If Paris is achieved—in other words, if we are going to be successful in holding warming to 2 degrees or 1.5 degrees—there’s no way that the reserves now booked and proven can be burned. In fact about 75 percent of them can’t be burned. Literally can’t be. That’s determinable. And if it’s determinable, then what about the pricing of Exxon today? How could it not be overpriced?
So the attorneys general need to say if you are going to bet against Paris, you better know what you are doing, have a very good reason for it.

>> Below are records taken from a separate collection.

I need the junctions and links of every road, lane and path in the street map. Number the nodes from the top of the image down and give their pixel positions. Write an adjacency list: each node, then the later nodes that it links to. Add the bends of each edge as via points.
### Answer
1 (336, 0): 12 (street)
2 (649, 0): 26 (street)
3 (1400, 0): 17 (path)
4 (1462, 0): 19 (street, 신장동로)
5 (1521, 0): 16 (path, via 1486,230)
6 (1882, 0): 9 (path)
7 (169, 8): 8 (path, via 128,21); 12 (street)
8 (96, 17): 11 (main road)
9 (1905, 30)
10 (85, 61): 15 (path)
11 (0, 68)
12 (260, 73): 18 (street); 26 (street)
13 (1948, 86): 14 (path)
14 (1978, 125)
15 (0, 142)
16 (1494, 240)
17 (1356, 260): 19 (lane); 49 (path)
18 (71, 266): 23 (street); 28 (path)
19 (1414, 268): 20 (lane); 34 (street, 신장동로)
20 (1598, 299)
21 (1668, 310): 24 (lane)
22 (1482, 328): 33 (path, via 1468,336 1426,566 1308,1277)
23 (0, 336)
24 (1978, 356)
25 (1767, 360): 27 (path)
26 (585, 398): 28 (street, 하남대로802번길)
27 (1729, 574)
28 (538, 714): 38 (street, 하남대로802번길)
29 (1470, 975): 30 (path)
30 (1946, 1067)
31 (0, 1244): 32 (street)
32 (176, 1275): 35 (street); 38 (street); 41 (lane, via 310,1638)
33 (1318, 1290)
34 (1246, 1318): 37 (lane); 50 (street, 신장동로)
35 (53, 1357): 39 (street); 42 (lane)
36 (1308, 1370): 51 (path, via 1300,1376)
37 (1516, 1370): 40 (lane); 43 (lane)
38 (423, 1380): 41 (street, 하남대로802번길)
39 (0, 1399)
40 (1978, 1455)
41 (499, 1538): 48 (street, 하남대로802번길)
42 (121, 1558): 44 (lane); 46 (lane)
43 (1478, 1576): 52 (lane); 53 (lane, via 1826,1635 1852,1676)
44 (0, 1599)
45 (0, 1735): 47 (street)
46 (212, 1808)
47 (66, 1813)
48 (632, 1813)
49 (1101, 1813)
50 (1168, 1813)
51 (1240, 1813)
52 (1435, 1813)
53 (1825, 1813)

My view is that some day, not too far down the road, it will be almost imprudent, per se, to invest in a fossil fuel company that has no particular plan except to keep developing and selling. If you don’t exercise prudence, then you’re negligent. It’s negligence.
ICN: Can this really succeed in the way that you describe?
Longstreth: I would have very little doubt that it would succeed if it’s published. It will have a very large impact if something along these lines is issued.
In the simplest terms, it’s shifting the burden of proof.
Imagine the chief financial officer of Columbia calls up his money managers and says, ‘Look, something’s just happened. We can’t just assume anymore that from an economic point of view, it looks like a good investment to go into oil and gas companies. We can’t assume that anymore. The burden is shifted on us. If you want to do that for our portfolio, you have to give us a written justification for it that goes into a lot of depth, and you’ll have to look at this release to see all the different risk factors you have to consider.’
The efficiency of an interpretive release rather than trying to go sue somebody is immense.
ICN: What do you say to the Exxons of the world that say ‘there’s no problem investing in our stock, our assets are not going to be stranded?’
Longstreth: In terms of this release, an investor who wants to invest in Exxon has to really understand that statement and the basis for it, and the state and direction of the world. To accept that statement is to bet against Paris, to bet against the globe.
Is it really sensible for a stockholder to buy at a price that assumes that they will be able to sell every last drop of oil they have on their books? Isn’t that real risk?
Since 2011, the coal industry lost 92 percent of its market cap.
Once it starts to really change—when you hit a tipping point—it’s too late to get out of the stock. This is a dramatic case where it’s better to be early than late.
ICN: What are your board affiliations?
Longstreth: I was on the board of three money management firms—TIAA-CREF, INVESCAP and GMO—but I’m not on any of them now. I’m too old. I was thrown off of all of them for age.
ICN: What about the Rockefeller Family Fund?
Longstreth: I was chairman of what’s called the finance committee there for many years, but now I’m just a member of that committee. I’ve been there forever.
ICN: Were you involved in the decision for divestment of RFF’s endowment from fossil fuels?
Longstreth: Yes, I certainly was. I was also principally involved in the decision at the New School to divest.
I’m a zealot for divestment from all fossil fuel companies.
I would make an exception for a fossil fuel company that has publicly and aggressively acted to help achieve the Paris goals. The only prospect for any company doing that in my opinion among big oil and gas is Statoil in Norway. They have a very good value system, which extends to a responsibility for the welfare of the world as well as the welfare of Norway.
ICN: Are you just an activist trying to undermine jobs and prosperity? Some people who read this are going to say that.
Longstreth: There are many more jobs being created in renewable energy than in the old fossil fuel world.
In any case, that’s not the point.
Fiduciaries need to better understand what their duties are in the era climate change, and how to undertake them and satisfy them.